§ **WORK REQUEST**
Only a number is wanted here: the count of lines in the data below where the string "Porta" occurs.

===== DATA

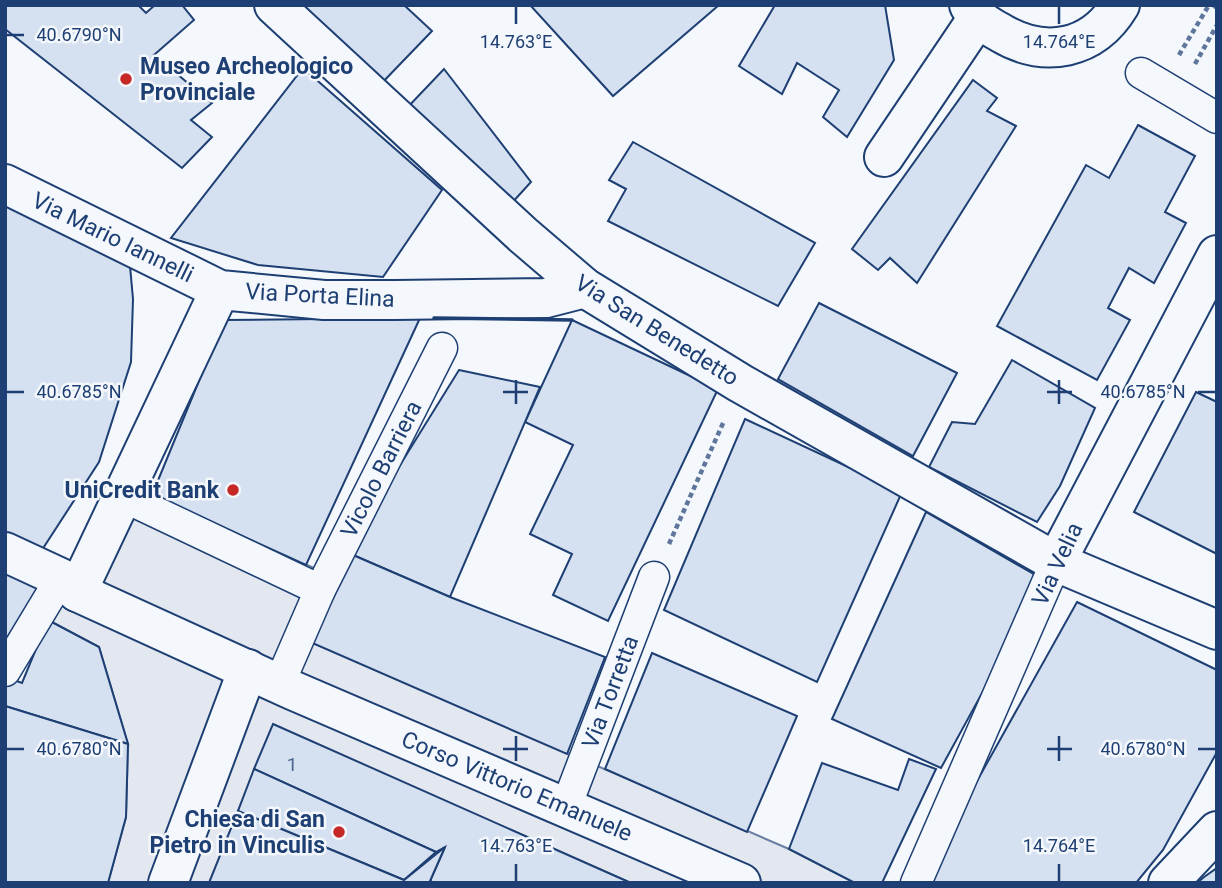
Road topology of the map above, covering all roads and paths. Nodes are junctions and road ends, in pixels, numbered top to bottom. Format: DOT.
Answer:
graph roads {
  1 [pos="274,5"];
  2 [pos="1120,5"];
  3 [pos="973,12"];
  4 [pos="1217,26"];
  5 [pos="1192,70"];
  6 [pos="1141,73"];
  7 [pos="1217,118"];
  8 [pos="884,157"];
  9 [pos="5,184"];
  10 [pos="1217,255"];
  11 [pos="585,288"];
  12 [pos="220,290"];
  13 [pos="442,348"];
  14 [pos="740,383"];
  15 [pos="128,488"];
  16 [pos="5,552"];
  17 [pos="1056,562"];
  18 [pos="654,577"];
  19 [pos="69,585"];
  20 [pos="320,590"];
  21 [pos="1217,630"];
  22 [pos="5,671"];
  23 [pos="273,680"];
  24 [pos="566,807"];
  25 [pos="1217,831"];
  26 [pos="168,883"];
  27 [pos="741,883"];
  28 [pos="916,883"];
  29 [pos="1168,883"];
  1 -- 11 [label="street, Via San Benedetto"];
  2 -- 3 [label="street"];
  3 -- 8 [label="street"];
  4 -- 5 [label="path"];
  6 -- 7 [label="street"];
  9 -- 12 [label="street, Via Mario Iannelli"];
  10 -- 17 [label="street, Via Velia"];
  11 -- 12 [label="street, Via Porta Elina"];
  11 -- 14 [label="street, Via San Benedetto"];
  12 -- 15 [label="street, Via Porta Elina"];
  13 -- 20 [label="street, Vicolo Barriera"];
  14 -- 17 [label="street, Via San Benedetto"];
  14 -- 18 [label="path"];
  15 -- 19 [label="street, Via Porta Elina"];
  15 -- 20 [label="street"];
  16 -- 19 [label="street, Corso Vittorio Emanuele"];
  17 -- 21 [label="street, Via San Benedetto"];
  17 -- 28 [label="street, Via Velia"];
  18 -- 24 [label="street, Via Torretta"];
  19 -- 22 [label="street"];
  19 -- 23 [label="street, Corso Vittorio Emanuele"];
  20 -- 23 [label="street, Vicolo Barriera"];
  23 -- 24 [label="street, Corso Vittorio Emanuele"];
  23 -- 26 [label="street"];
  24 -- 27 [label="street, Corso Vittorio Emanuele"];
  25 -- 29 [label="street"];
}
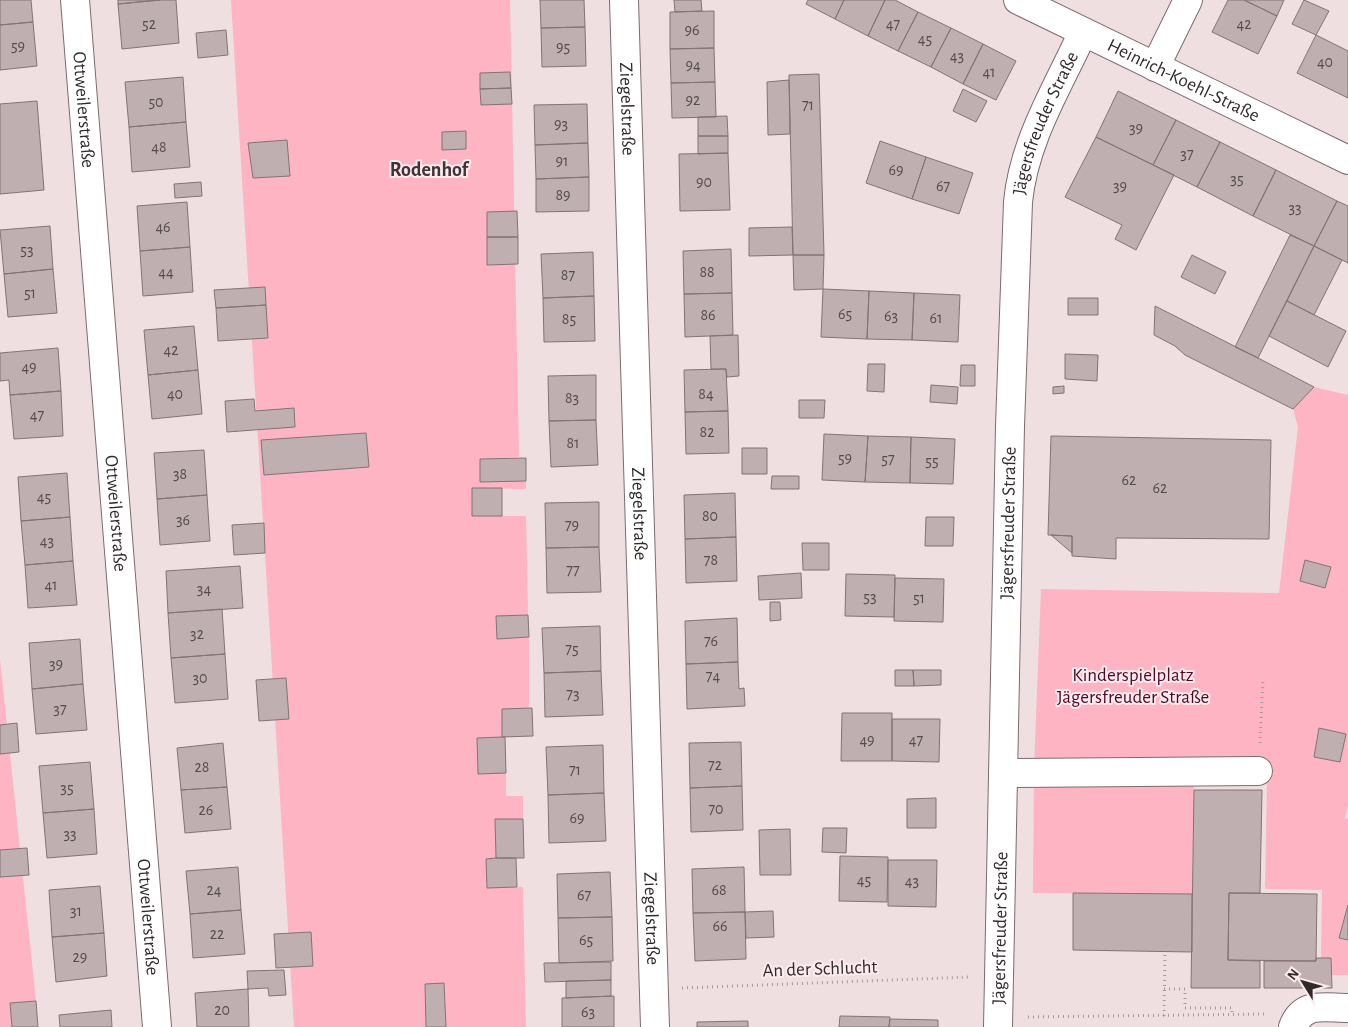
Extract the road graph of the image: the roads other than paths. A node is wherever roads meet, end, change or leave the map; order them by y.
1 (75, 0) edge
2 (624, 0) edge
3 (1018, 0) edge
4 (1188, 0) edge
5 (1083, 32) junction
6 (1155, 67) junction
7 (1348, 160) edge
8 (1258, 771) road end
9 (1003, 774) junction
10 (1348, 1008) edge
11 (1295, 1022) edge
12 (157, 1027) edge
13 (655, 1027) edge
14 (998, 1027) edge

1 - 12 street, Ottweilerstraße
2 - 13 street, Ziegelstraße
3 - 5 street, Heinrich-Koehl-Straße
4 - 6 street
5 - 6 street, Heinrich-Koehl-Straße
5 - 9 street, Jägersfreuder Straße
6 - 7 street, Heinrich-Koehl-Straße
8 - 9 street
9 - 14 street, Jägersfreuder Straße
10 - 11 street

==========

§ **OUTPUT FOR THIS TASK**
3